-Aïe!
Xie écarta la compresse qu'il utilisait pour nettoyer les plaies de Heï.
-Ne sois pas douillet.
-J'ai mal aux côtes.
-Je m'en occupe.
Xie allongea Heï sur un lit et ouvrit une porte de son cabinet.
-Gyokuran[1], peux-tu venir ici avec ta sœur?
-Oui père.
Un jeune homme d'environ vingt-cinq ans entra dans le cabinet, suivi d'une jeune fille de seize ans. Il avait les mêmes jambes que son père, mais sa sœur était entièrement humaine, si ce n'est ses beaux yeux verts qui semblaient caractériser les Zhiao.
-Voici mon fils aîné Gyokuran et sa sœur Lü Hua[2].
-Enchanté, dit Gyokuran en s'inclinant, suivi par sa sœur.
-Lü Hua, occupe-toi de celui qui est blessé à la joue.
-Oui père.
-Gyokuran, endors ce jeune homme.
-Oui père.
Gyokuran sortit ses mains de ses manches et Karine remarqua que comme son père et Meïshin, il avait des mains couverte de minuscules écailles. Il prit un pot sur une étagère et l'ouvrit pour y prendre une poignée de poussière qu'il répandit au-dessus de Heï.
-Qu'est... Ce que.. c'est?
Xie se pencha au-dessus de lui et lui prit le pouls.
-De la poudre de sommeil. Ca te feras dormir et tu récupéreras plus vite.
Xie fronça les sourcils.
-Gyokuran, tu as mis la dose suffisante? Il est à peine engourdi.
-J'en suis sur père... Mais je perçois une aura d'une vitalité au-dessus de la normale.
-Bon, augmente légèrement la dose. Tout se passe bien Lü Hua?
La jeune fille hocha la tête tout en prenant un pot à onguent sur une étagère.
-Avec l'onguent de mère, il ne devrait plus avoir de trace d'ici demain.
-Très bien. Tu en mettras aussi à ce jeune homme. Vous êtes melle Karine n'est ce pas?
-Heu, oui.
-Vos amis vont se reposer, veuillez me suivre.
Karine se leva et suivit Xie dans les multiples pièces de sa maison souterraine.
-Je n'aurais jamais cru qu'il y avait des maisons troglodytes ici, dit-elle en regardant les murs rocheux.
-Ma nature de dragon préfère l'enfouissement à la hauteur.
-Shun[3]! Reviens ici!
Un bambin de trois ou quatre ans passa devant Karine et Xie. Le médecin le saisit avec un de ses tentacules et le prit dans ses bras. Une jeune femme un peu plus jeune que Gyokuran arriva essoufflée.
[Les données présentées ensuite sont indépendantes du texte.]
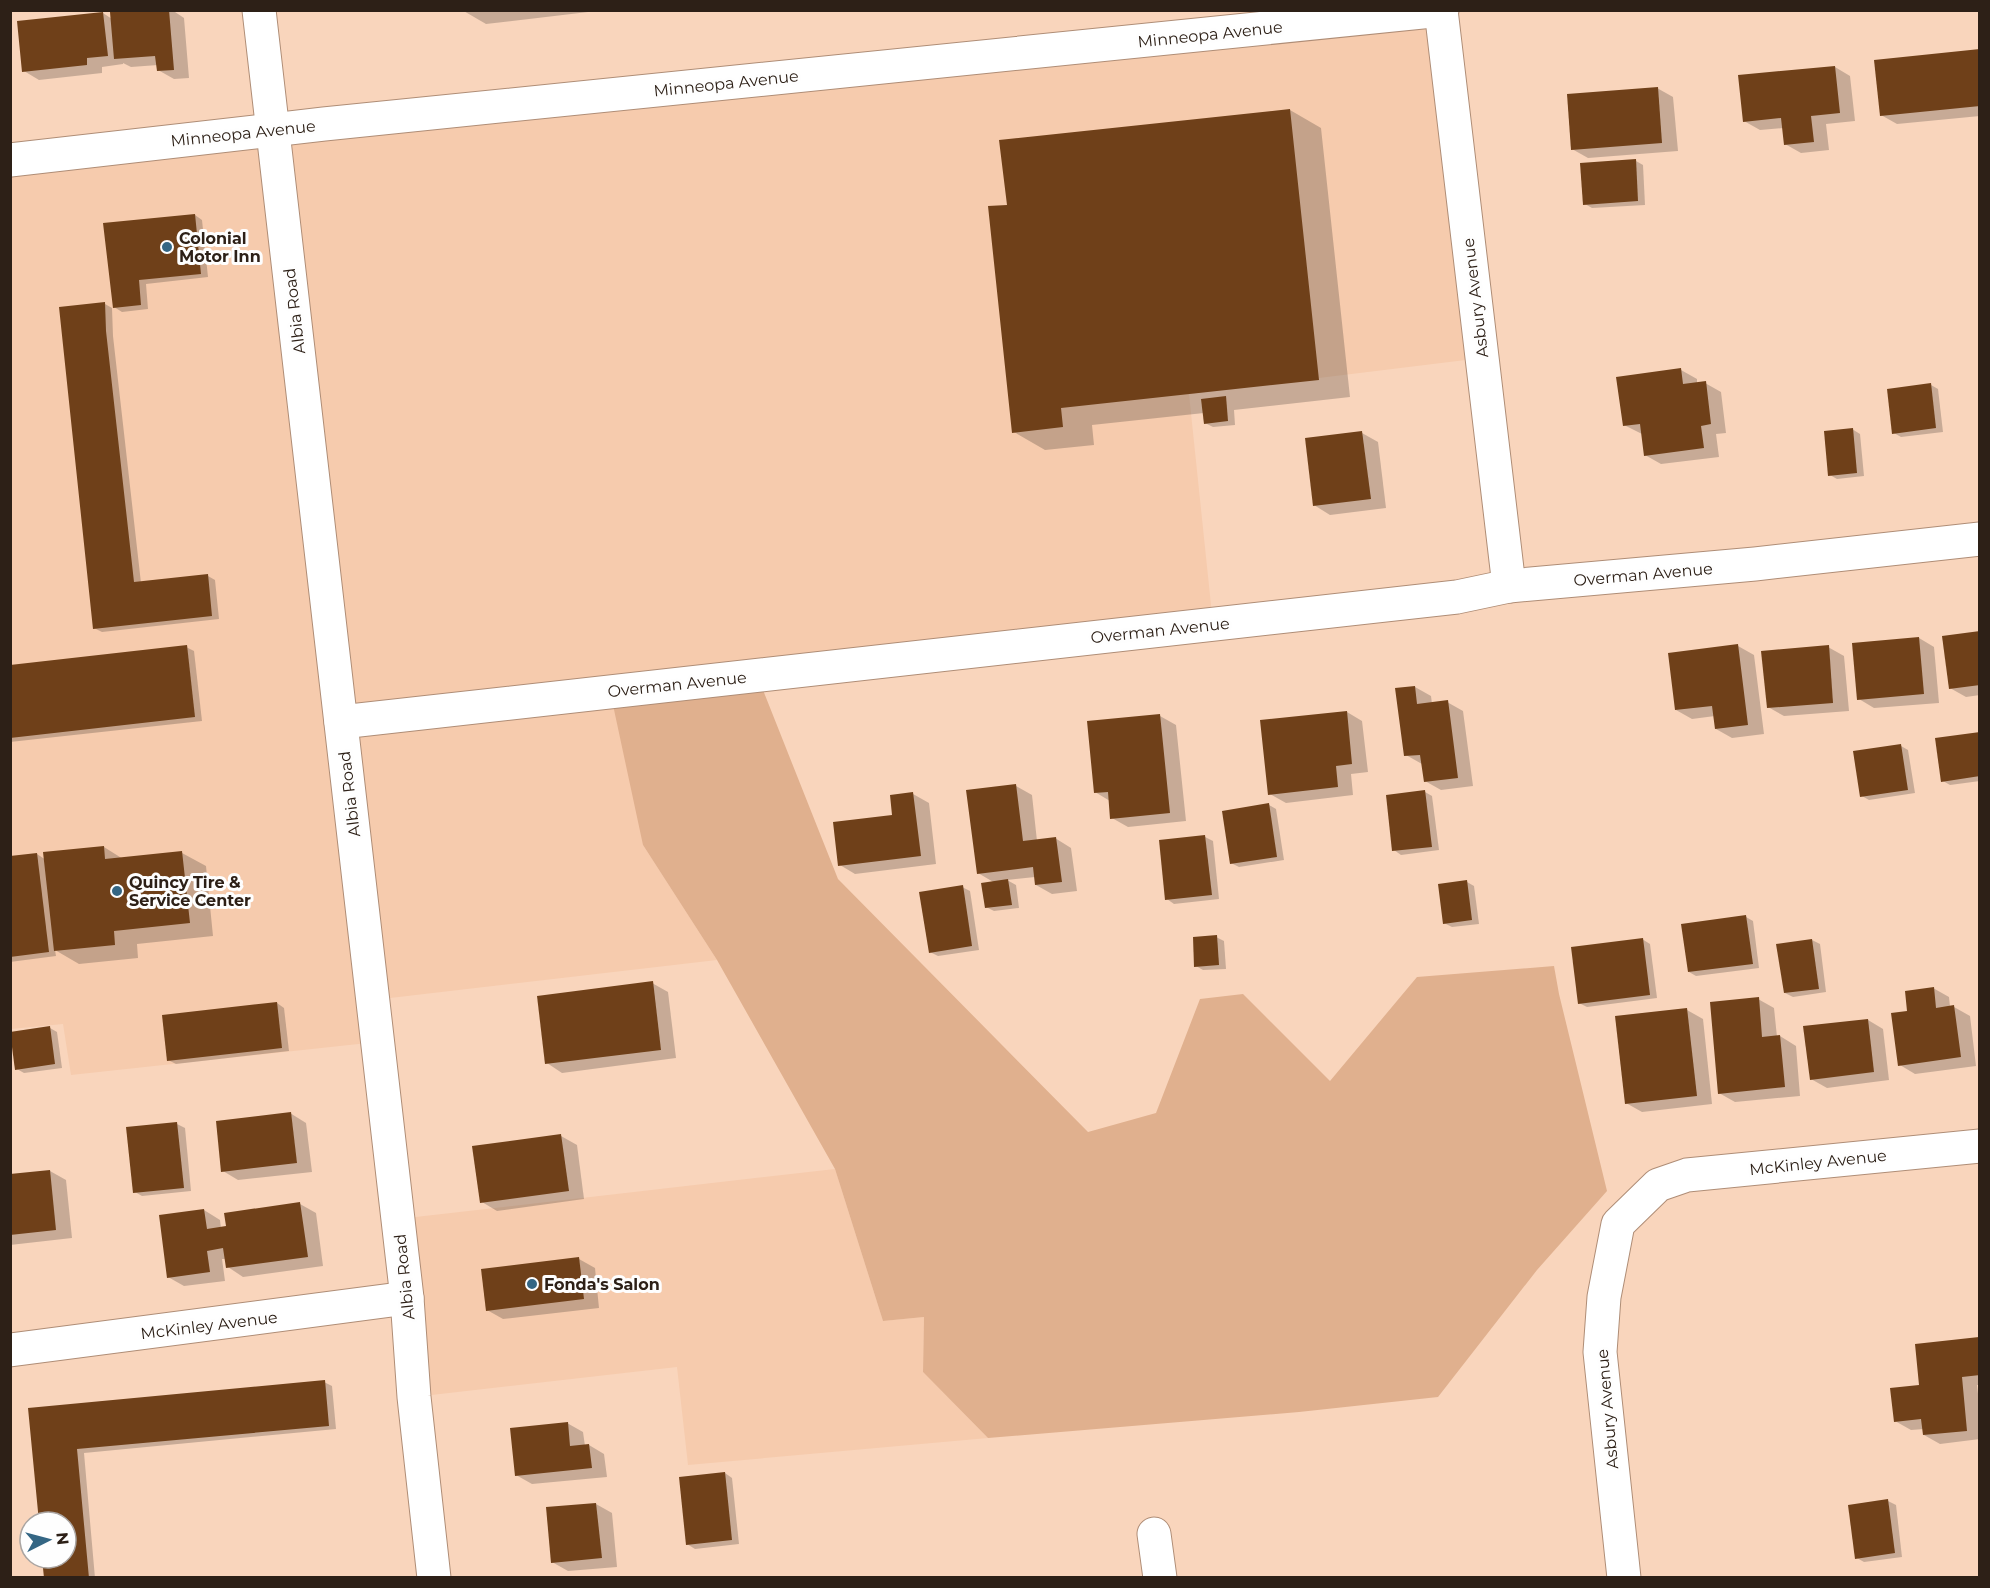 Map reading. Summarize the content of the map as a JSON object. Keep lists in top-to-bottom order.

-Merci Xie, il court comme un lièvre.
La jeune femme reprit Shun et vit Karine. Elle s'inclina respectueusement.
-Je suis Chiai[4], enchantée.
-Et moi c'est Karine Wyverne, dit Karine en lui rendant son salut. Vous êtes la fille de Xie?
Chiai se mit à rire doucement.
-non, je suis son épouse.
Karine resta bouche bée et regarda Xie qui lui sourit gentiment.
-Chiai est ma seconde épouse, c'est la mère de Shun mais pas de Gyokuran et Lü Hua.
Le couple mena Karine dans une grande salle. Chiai confia Shun à Karine et la jeune fille vit que si il n'avait pas les tentacules de son père en guise de jambes, ses bras et ses jambes étaient couverts d'écailles bleu clair. Chiai servit du thé à son époux et a Karine et repris Shun sur ses genoux. Xie bu une gorgée de son thé.
-Vous avez eut de la chance que nous ayons entendu les bruits de la bagarre.
-Excusez-nous pour le dérangement...
-Je t'en prie, je suis médecin, mon rôle est de venir en aide à ceux qui en ont besoin.
-Sommes-nous loin de Tian Jin? Demanda Karine.
-A environ trois jours de marche, mais dans son état, Heï vous ralentiras, il vaut mieux rester ici jusqu'à ce qu'il soit guéri.
-Je vous remercie de votre hospitalité Xie, mais, c'est déjà la seconde fois que l'on nous agresse et toujours pour la même raison : Pour me capturer... J'ai peur qu'on s'en prenne à vous et à votre famille.
Xie secoua la tête.
-J'ai un statut particulier ma petite, comme je suis le seul à pouvoir soigner les Dragons, les Zhiao et les Hen-Li, personne ne prendrais le risque de perdre mon savoir.
Karine soupira de soulagement.
-Je vous remercie.
-Qui vous as agressé?
-D'abord, c'est Larve, un Hen-Li, ensuite un nommé Zhiao...
-Un Zhiao blond aux yeux bleu-vert? demanda Xie, l'air inquiet.
-Oui, il nous a dit qu'il venait de la part du Seigneur Zhu Long.
-Partez tout de suite, dit Gyokuran en entrant dans la pièce suivie de sa sœur.
-Quoi?
Xie leva la main.
-Ca suffit Gyokuran.
-Ils sont recherchés par Zhu Long! Mère est morte par sa faute, vous voulez risquer la vie du reste de votre famille?
Xie secoua la tête.
-Je n'ai pas l'intention de vous perdre, ni toi, ni ta sœur, et encore moins Chiai et Shun, mais j'ai accordé à Karine l'hospitalité, je ne peux pas la lui refuser maintenant.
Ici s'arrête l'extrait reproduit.